__Your task__: In the copy, keep every record exact and leave out all images.

__Collected data entries__:
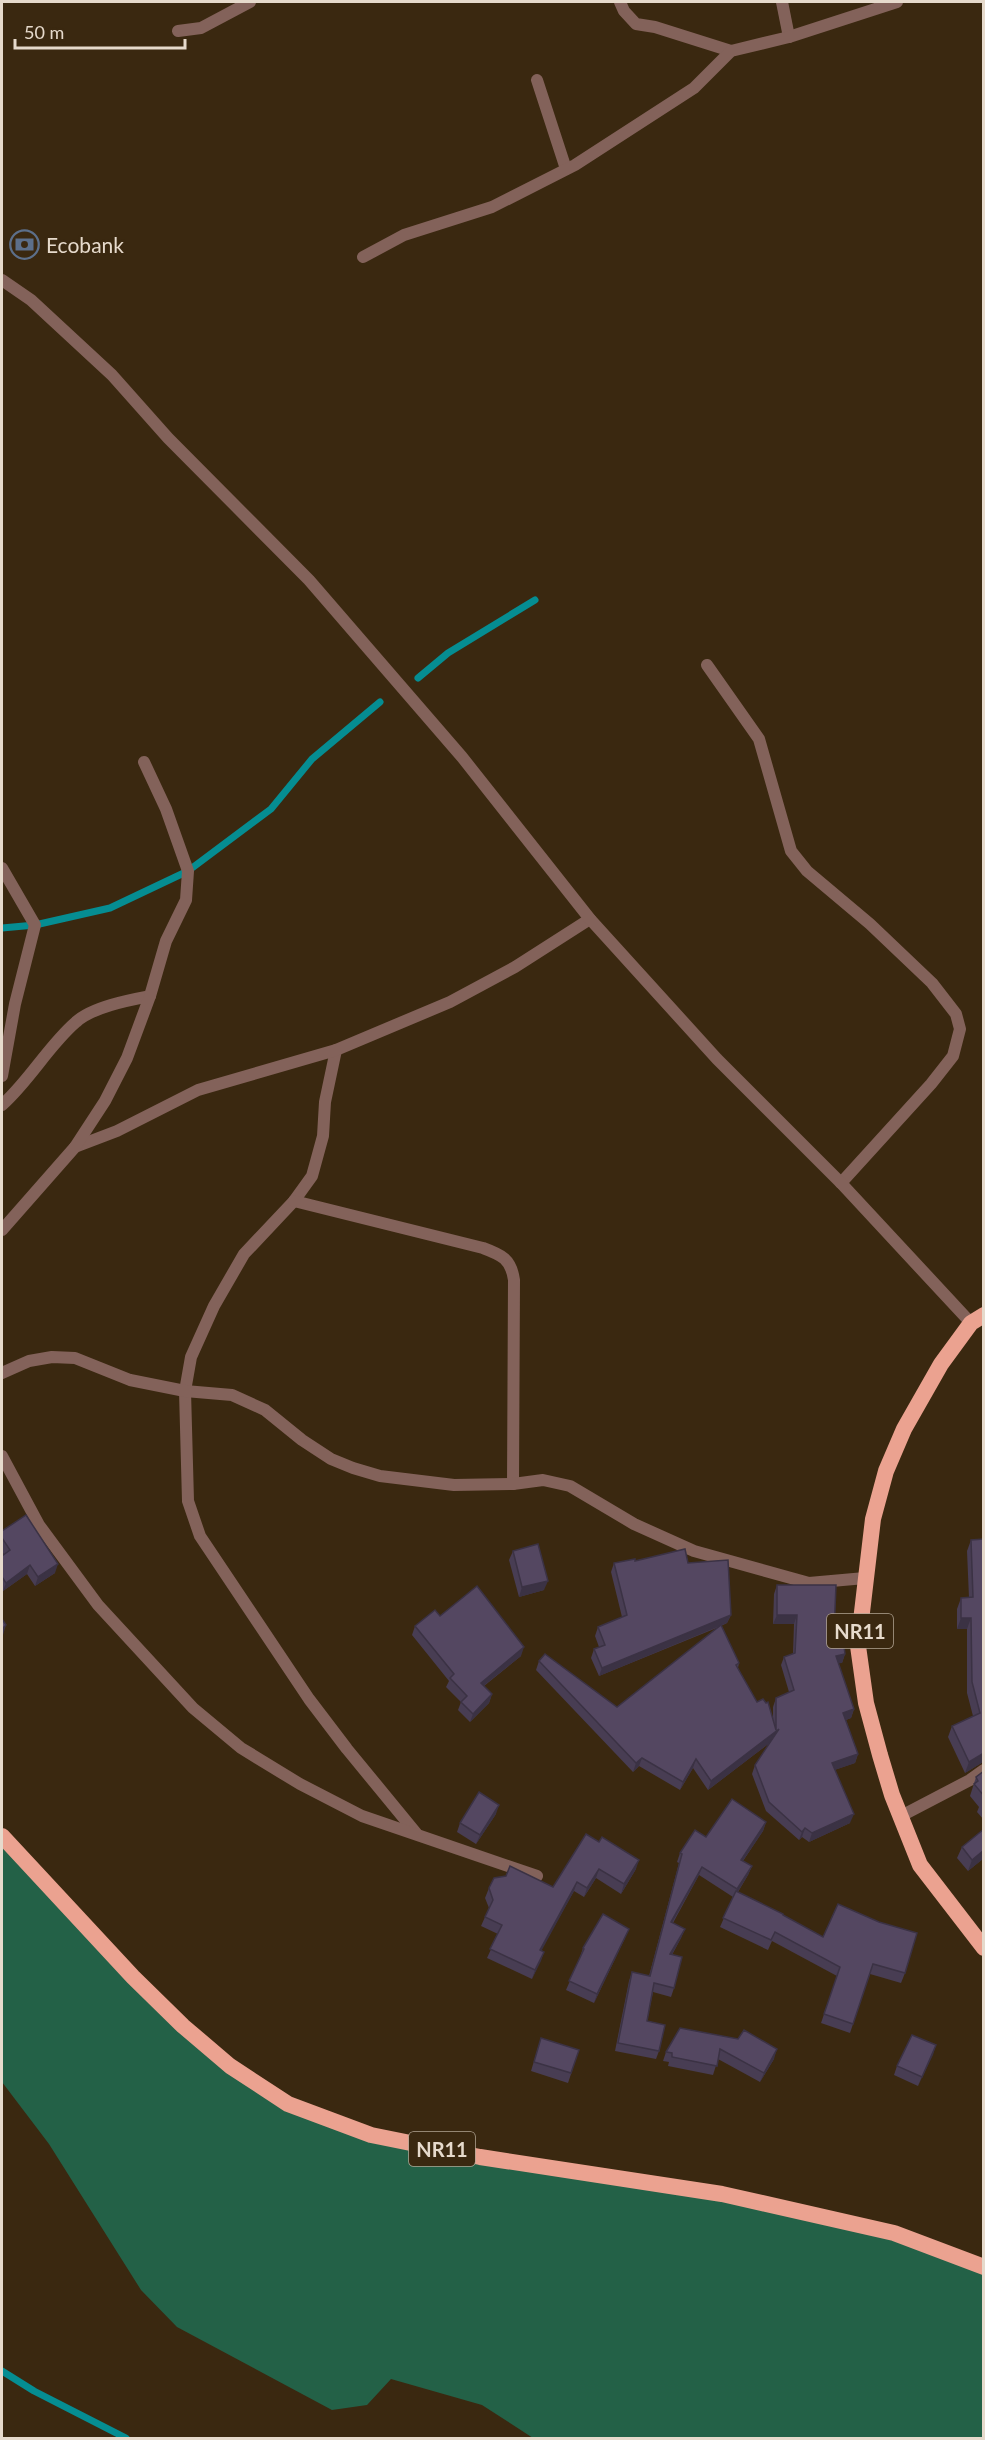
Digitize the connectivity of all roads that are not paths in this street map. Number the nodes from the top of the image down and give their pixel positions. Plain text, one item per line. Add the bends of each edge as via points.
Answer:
1 (250, 2) edge
2 (620, 2) edge
3 (783, 2) edge
4 (897, 2) edge
5 (178, 31) dead end
6 (789, 37) junction
7 (731, 51) junction
8 (537, 80) dead end
9 (566, 169) junction
10 (363, 257) dead end
11 (2, 280) edge
12 (707, 665) dead end
13 (144, 762) dead end
14 (2, 868) edge
15 (590, 919) junction
16 (150, 996) junction
17 (336, 1050) junction
18 (2, 1076) edge
19 (2, 1105) edge
20 (75, 1148) junction
21 (841, 1183) junction
22 (294, 1201) junction
23 (2, 1230) edge
24 (977, 1319) edge
25 (2, 1373) edge
26 (185, 1391) junction
27 (2, 1456) edge
28 (513, 1484) junction
29 (865, 1578) junction
30 (984, 1770) edge
31 (901, 1816) junction
32 (416, 1833) junction
33 (2, 1836) edge
34 (537, 1876) edge
35 (984, 1948) edge
36 (984, 2267) edge

1 - 5 street via 201,28
2 - 7 street via 636,24
3 - 6 street
4 - 6 street
6 - 7 street
7 - 9 street via 694,88
8 - 9 street
9 - 10 street via 492,207 404,235
11 - 15 street via 31,300 112,375 168,438 309,580 462,757
12 - 21 street via 759,739 791,851 807,872 932,983 956,1014 960,1029 953,1056
13 - 16 street via 188,871 186,900 166,941
14 - 18 street via 35,925
15 - 17 street via 515,968 450,1002
15 - 21 street via 717,1059
16 - 19 street via 115,1003 77,1020
16 - 20 street via 122,1067
17 - 20 street via 198,1090
17 - 22 street via 325,1102 323,1136 312,1176
20 - 23 street
21 - 24 street
22 - 26 street via 244,1254 191,1357
22 - 28 street via 483,1248 503,1255 512,1266
24 - 29 highway, NR11 via 941,1364 886,1472 873,1519
25 - 26 street via 29,1361 75,1358 130,1380
26 - 28 street via 232,1395 265,1410 331,1459 371,1473 454,1485
26 - 32 street via 188,1501 200,1536 309,1699
27 - 32 street via 39,1525 98,1605 193,1708 241,1748 300,1784 362,1816
28 - 29 street via 543,1480 570,1486 634,1524 694,1551 809,1583
29 - 31 highway, NR11 via 858,1646 866,1703
30 - 31 street
31 - 35 highway, NR11 via 920,1865
32 - 34 street
33 - 36 highway, NR11 via 183,2026 230,2066 288,2104 371,2134 480,2157 722,2194 894,2233

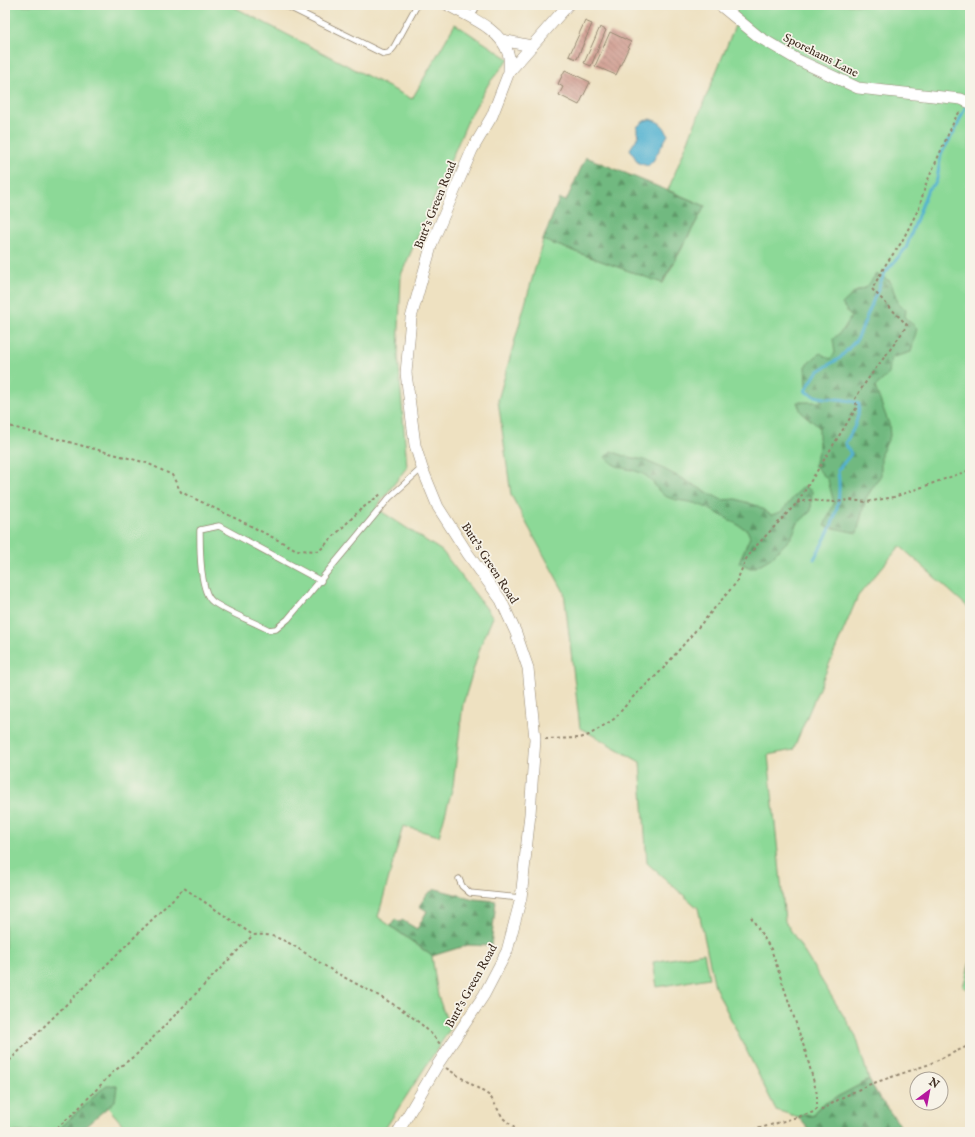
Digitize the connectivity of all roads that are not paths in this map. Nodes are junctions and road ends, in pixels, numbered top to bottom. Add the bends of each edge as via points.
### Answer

__Answer space__:
Digitize the connectivity of all roads that are not paths in this street map. Number the nodes from the top of the image down and give their pixel positions. Plain text, one item per line. Add the bends of each edge as via points.
Answer:
1 (250, 2) edge
2 (620, 2) edge
3 (783, 2) edge
4 (897, 2) edge
5 (178, 31) dead end
6 (789, 37) junction
7 (731, 51) junction
8 (537, 80) dead end
9 (566, 169) junction
10 (363, 257) dead end
11 (2, 280) edge
12 (707, 665) dead end
13 (144, 762) dead end
14 (2, 868) edge
15 (590, 919) junction
16 (150, 996) junction
17 (336, 1050) junction
18 (2, 1076) edge
19 (2, 1105) edge
20 (75, 1148) junction
21 (841, 1183) junction
22 (294, 1201) junction
23 (2, 1230) edge
24 (977, 1319) edge
25 (2, 1373) edge
26 (185, 1391) junction
27 (2, 1456) edge
28 (513, 1484) junction
29 (865, 1578) junction
30 (984, 1770) edge
31 (901, 1816) junction
32 (416, 1833) junction
33 (2, 1836) edge
34 (537, 1876) edge
35 (984, 1948) edge
36 (984, 2267) edge

1 - 5 street via 201,28
2 - 7 street via 636,24
3 - 6 street
4 - 6 street
6 - 7 street
7 - 9 street via 694,88
8 - 9 street
9 - 10 street via 492,207 404,235
11 - 15 street via 31,300 112,375 168,438 309,580 462,757
12 - 21 street via 759,739 791,851 807,872 932,983 956,1014 960,1029 953,1056
13 - 16 street via 188,871 186,900 166,941
14 - 18 street via 35,925
15 - 17 street via 515,968 450,1002
15 - 21 street via 717,1059
16 - 19 street via 115,1003 77,1020
16 - 20 street via 122,1067
17 - 20 street via 198,1090
17 - 22 street via 325,1102 323,1136 312,1176
20 - 23 street
21 - 24 street
22 - 26 street via 244,1254 191,1357
22 - 28 street via 483,1248 503,1255 512,1266
24 - 29 highway, NR11 via 941,1364 886,1472 873,1519
25 - 26 street via 29,1361 75,1358 130,1380
26 - 28 street via 232,1395 265,1410 331,1459 371,1473 454,1485
26 - 32 street via 188,1501 200,1536 309,1699
27 - 32 street via 39,1525 98,1605 193,1708 241,1748 300,1784 362,1816
28 - 29 street via 543,1480 570,1486 634,1524 694,1551 809,1583
29 - 31 highway, NR11 via 858,1646 866,1703
30 - 31 street
31 - 35 highway, NR11 via 920,1865
32 - 34 street
33 - 36 highway, NR11 via 183,2026 230,2066 288,2104 371,2134 480,2157 722,2194 894,2233

Digitize the connectivity of all roads that are not paths in this map. Nodes are junctions and road ends, in pixels, numbered top to bottom. Add the bends of each edge as via points.
### Answer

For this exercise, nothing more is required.